In November 2006, Lance Corporal Jerry Shumate was jailed for 21 months after he pleaded guilty to the aggravated assault of an Iraqi man who was killed in the town of Hamdania in April. Shumate also admitted conspiracy to obstruct justice. In return for his guilty pleas, other charges including murder, kidnapping, assault and conspiracy were dismissed. During his testimony at Camp Pendleton in California, Shumate said that the squad had been looking for Iraqis planting IED's when the men agreed a plan to kill a known insurgent. Four of the squad from the 2nd platoon of Kilo Company from Camp Pendleton's 3rd Battalion, 5th Marine Regiment left to abduct him, Shumate said. When they returned with a prisoner, he thought he was "told to fire" by the squad leader and fired between 10 and 20 rounds at the detainee. The team leader gave no such order to be followed, and was on the other side of the village under fire with two other Marines.Eight men were originally charged with kidnapping the Iraqi man and trying to cover up his killing by planting a gun and a shovel next to the body to make him look like he was planting bombs. He was seized from his home after the suspected insurgent could not be found. Other US marines based at Camp Pendleton are under investigation over a separate incident in November 2005 in which 24 civilians were killed in the Iraqi town of Haditha. (North County Times and other online reports 22 November 2006) As of April, 2009 only 3 of the Haditha Marines still face any charges at all.

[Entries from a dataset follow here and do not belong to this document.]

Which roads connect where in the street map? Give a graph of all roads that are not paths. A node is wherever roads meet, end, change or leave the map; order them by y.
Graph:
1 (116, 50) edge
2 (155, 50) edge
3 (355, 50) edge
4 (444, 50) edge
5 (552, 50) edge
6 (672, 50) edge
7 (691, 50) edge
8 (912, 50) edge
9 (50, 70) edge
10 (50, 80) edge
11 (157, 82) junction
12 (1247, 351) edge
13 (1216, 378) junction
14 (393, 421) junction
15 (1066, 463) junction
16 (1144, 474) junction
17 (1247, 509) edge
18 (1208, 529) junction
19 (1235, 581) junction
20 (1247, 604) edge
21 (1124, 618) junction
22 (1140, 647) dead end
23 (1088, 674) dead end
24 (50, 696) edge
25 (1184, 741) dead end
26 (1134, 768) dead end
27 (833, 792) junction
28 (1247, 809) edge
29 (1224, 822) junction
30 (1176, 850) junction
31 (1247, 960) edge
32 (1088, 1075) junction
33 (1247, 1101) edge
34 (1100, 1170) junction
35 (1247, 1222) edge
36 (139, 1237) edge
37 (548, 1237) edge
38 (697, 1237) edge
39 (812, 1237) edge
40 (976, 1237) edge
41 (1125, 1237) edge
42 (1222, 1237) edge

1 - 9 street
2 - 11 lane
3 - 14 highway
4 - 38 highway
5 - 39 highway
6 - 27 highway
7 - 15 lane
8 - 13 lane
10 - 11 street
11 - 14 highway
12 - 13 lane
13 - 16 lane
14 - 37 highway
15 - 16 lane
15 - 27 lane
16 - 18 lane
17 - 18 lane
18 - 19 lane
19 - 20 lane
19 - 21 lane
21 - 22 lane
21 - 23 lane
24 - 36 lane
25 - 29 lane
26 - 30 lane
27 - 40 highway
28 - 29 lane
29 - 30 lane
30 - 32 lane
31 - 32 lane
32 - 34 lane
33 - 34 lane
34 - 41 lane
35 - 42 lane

===Pennington's plea deal and sentence===

On February 18, 2007, the fifth Marine to be tried, Lance Cpl. Robert Pennington, received an eight-year jail sentence after agreeing to plead guilty to conspiracy and kidnapping charges. In return for his cooperative testimony against the remaining three defendants, prosecutors dropped additional charges of murder, larceny, and housebreaking. The initial sentence was reduced from 14 years to eight in return for his cooperation. Pennington served a few months of the sentence for his role in the murder and was granted clemency and released from prison on August 11, 2007.

===Hutchins found guilty of murder===
On August 2, 2007, Sgt. Lawrence G. Hutchins III was found guilty of (*unpremeditated murder) by a military court-martial jury. In addition, Hutchins was also found guilty of conspiracy to commit murder, making a false official statement and larceny. He was acquitted on charges of kidnapping, assault and housebreaking. He was sentenced to 15 years in military prison for his role in the case; this is the longest sentence given to any of the conspirators in this case and the only additional confinement given to any of the three Marines who went to trial in this case: Hutchins, Thomas, and Magincalda, as reported in the August 3rd issue of California's North County Times. Lt. Gen. Samuel Helland, commanding general of United States Marine Forces Central Command, turned down a request to issue Hutchins a pardon but did reduce the sentence to 11 years. Hutchins serves his sentence at the United States Disciplinary Barracks at Fort Leavenworth while pursuing an appeal.

===Overturn and retrial===
In 2010, Hutchins conviction was overturned in April 2010 due to an inappropriate dismissal of one of his attorneys before trial. In 2013, as he was not provided legal counsel when asked and was interrogated without counsel after having asked for it, the United States Court of Appeals for the Armed Forces overturned Hutchins' conviction. In 2015, following a statement made by Secretary of the Navy Ray Mabus, a new trial was ordered by Lieutenant General Robert Neller.

On June 17, 2015, Hutchins was convicted by a military jury for a second time, being found guilty of the murder of Hashim Ibrahim Awad and also conspiracy and larceny, while being acquitted on a charge of falsifying an official statement. A jury decided that Huchins should serve no additional time and he was released.

==Initial confusion over the village name 'Hamdania'==
Some accounts, including the original U.S. government press release, incorrectly gave the name of the village as Hamandiyah or Hamadiya instead of the correct Hamdania (pronounced hahm-da-NEE-yah). A variant spelling is Hamdaniyah. A number of unrelated locations in the region share a similar name including Al-Hamdaniya Municipality near Mosul.